Die Dritte Schwester hatte ihr Haar locker aufgesteckt, das hochrote Jäckchen halb offen, halb geschlossen, sodass das zwiebelgrüne Mieder und ein Streifen schneeweißen Busens zum Vorschein kamen. Darunter grüne Hosen, rote Schuhe; die beiden goldenen Lotusfüße, bald übereinandergeschlagen, bald nebeneinander, keine Sekunde sittsam. Die beiden Ohrgehänge schwangen wie Schaukeln. Im Lampenlicht wirkten die Weidenbrauen noch grüner, der Sandelholzmund noch röter. Ihre Augen waren von Natur klare Herbstwasser; nach dem Wein kam noch ein Hauch trunken-lasziver Schwüle hinzu. Nicht nur stellte sie ihre ältere Schwester in den Schatten — nach dem Urteil von Herrlichkeit Kaufmann und Kette Kaufmann hatten sie unter allen Frauen, die sie je gesehen hatten, ob hoch oder niedrig, vornehm oder gering, keine von solcher Anmut und Verführungskraft gefunden. Die beiden waren schon willenlos vor Begierde und konnten nicht umhin, einen Annäherungsversuch zu machen — doch sie kehrte ihre verführerischen Künste nur hervor, um die beiden in Schach zu halten. Die Dritte Schwester gab ihnen eine Kostprobe ihrer Augen und Hände, und die beiden Brüder hatten keinerlei Urteilskraft mehr, brachten kein einziges vernünftiges Wort mehr heraus — alles drehte sich nur noch um Wein und Frauen. Sie aber führte das große Wort, schwadronierte und amüsierte sich auf ihre Kosten; im Grunde war sie es, die die Männer „besuchte", nicht umgekehrt. Als ihr Wein und Vergnügen genug waren, ließ sie die Brüder nicht länger sitzen, sondern jagte sie hinaus und schloss die Tür, um schlafen zu gehen.

Von da an schimpfte sie, wenn je ein Mädchen oder eine Dienerin nicht in der Nähe war, mit schrillen Worten auf Kette Kaufmann, Herrlichkeit Kaufmann und Herrlichkeit Kaufmann, alle drei — sie hätten drei Witwen und Waisen betrogen. Herrlichkeit Kaufmann wagte nach seiner Rückkehr nicht mehr so leichtfertig wiederzukommen. Nur wenn die Dritte Schwester guter Laune war und heimlich einen Burschen schickte, um ihn einzuladen, wagte er, kurz zu erscheinen — und dann musste er sich fügen, wie es ihr beliebte.
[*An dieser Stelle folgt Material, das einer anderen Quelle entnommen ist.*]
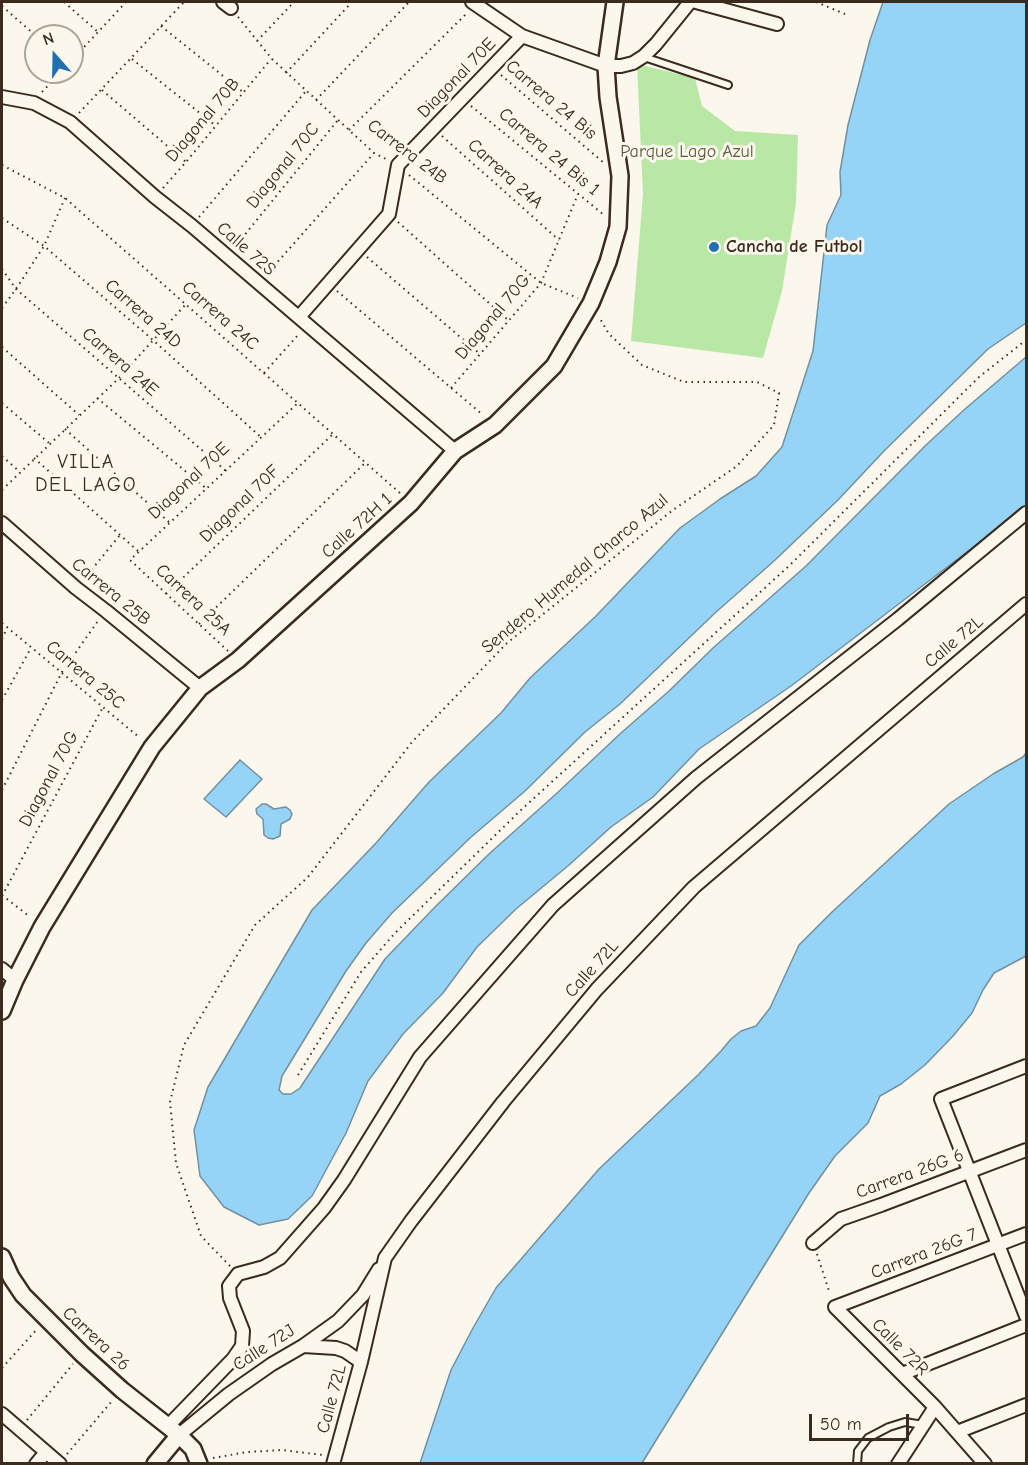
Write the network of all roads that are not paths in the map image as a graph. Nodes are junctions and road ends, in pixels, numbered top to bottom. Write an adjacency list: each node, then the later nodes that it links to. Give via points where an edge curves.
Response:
1 (615, 2): 8 (street, Calle 72H 1)
2 (690, 2): 7 (street)
3 (696, 2): 5 (street)
4 (474, 3): 6 (street)
5 (777, 24)
6 (522, 36): 8 (street); 11 (street, Diagonal 70E, via 398,165 389,214 328,283)
7 (644, 56): 8 (street, via 633,63); 9 (lane)
8 (606, 66): 12 (street, Calle 72H 1, via 620,176 618,227 608,262 591,303 554,366 495,425)
9 (728, 85)
10 (2, 97): 11 (street, Calle 72S, via 34,103 70,122)
11 (303, 321): 12 (street, Calle 72S)
12 (455, 451): 16 (street, Calle 72H 1, via 411,503 238,660)
13 (1026, 513): 38 (street, via 696,778 553,905 420,1057 324,1208 279,1258 238,1274 229,1286 243,1331 242,1347)
14 (2, 523): 16 (street, Carrera 25B)
15 (1026, 604): 27 (street, Calle 72L, via 694,887 597,989 503,1101)
16 (200, 688): 18 (street, Calle 72H 1, via 152,747 42,927)
17 (2, 969): 18 (street)
18 (15, 980): 19 (street)
19 (2, 1011)
20 (1026, 1066): 22 (street, via 941,1099)
21 (1026, 1150): 22 (street, Carrera 26G 6)
22 (970, 1172): 24 (street, Carrera 26G 6, via 841,1218); 25 (street)
23 (1026, 1234): 25 (street, Carrera 26G 7)
24 (813, 1243)
25 (998, 1245): 28 (street, Carrera 26G 7); 29 (street)
26 (2, 1257): 38 (street, Carrera 26, via 23,1295 82,1354)
27 (385, 1258): 31 (street, Calle 72J, via 363,1295 338,1321); 32 (street, Calle 72L)
28 (835, 1307): 33 (street, Calle 72R)
29 (1026, 1316)
30 (1026, 1325): 33 (street)
31 (303, 1346): 32 (street, via 336,1348); 38 (street, Calle 72J)
32 (361, 1362): 41 (street, Calle 72L)
33 (902, 1374): 35 (street, Calle 72R)
34 (1026, 1405): 39 (street)
35 (935, 1407): 37 (street); 39 (street, Calle 72R)
36 (2, 1414): 40 (street)
37 (923, 1425): 46 (lane, via 905,1422 868,1438 858,1451); 47 (street)
38 (173, 1430): 42 (street, Carrera 26, via 193,1449); 45 (street, Calle 72J)
39 (957, 1432): 48 (street, Calle 72R)
40 (46, 1452): 43 (street); 44 (street)
41 (334, 1461)
42 (199, 1462)
43 (60, 1463)
44 (36, 1464)
45 (155, 1464)
46 (857, 1464)
47 (898, 1464)
48 (985, 1464)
Doch wer hätte gedacht, dass die Dritte Schwester einen unbändigen Charakter hatte? Im Bewusstsein ihrer eigenen Schönheit putzte sie sich absichtlich noch auffälliger heraus und entfaltete unzählige verführerische Gesten, die kein anderer erreichen konnte, nur um die Männer sabbern und verzweifeln zu lassen — nahe konnte man ihr nicht kommen, doch entfernen wollte man sich auch nicht. Dieses Hin und Her war ihr Vergnügen. Mutter und Schwester redeten ihr gut zu, doch sie erwiderte: „Schwester, du bist verblendet! Wir, die wir Gold und Jade sind, sollen uns von diesen zwei Schande-über-die-Ahnen-Burschen beschmutzen lassen — das wäre doch eine Schande! Zudem gibt es in deren Haus eine äußerst gefährliche Frau. Solange sie nichts weiß, sind wir sicher. Aber eines Tages wird sie es erfahren — und dann gibt es kein Halten mehr; ein großer Kampf steht bevor, wer weiß, wer lebt und wer stirbt. Solange ich sie noch demütigen und bestrafen kann, will ich es tun — sonst fällt am Ende doch nur ein übler Ruf auf mich, und die Reue kommt zu spät." Da Mutter und Schwester sahen, dass sie nicht auf Ermahnungen hörte, ließen sie es sein. Die Dritte Schwester wählte täglich mit äußerster Anspruchsvolle ihr Essen und ihre Kleidung: Hatte sie Silberschmuck, wollte sie Gold; hatte sie Perlen, wollte sie Edelsteine; gab es fette Gans, musste auch fette Ente geschlachtet werden. War sie unzufrieden, stieß sie den ganzen Tisch um. Gefiel ein Kleid nicht, zerschnitt sie es, ob Seide oder Brokat, ob neu oder alt — ein Fetzen gerissen, ein Schimpfwort gesagt. Letztlich hatte Herrlichkeit Kaufmann keinen einzigen Tag lang seine Freude, sondern gab nur eine Menge Geld mit schlechtem Gewissen aus.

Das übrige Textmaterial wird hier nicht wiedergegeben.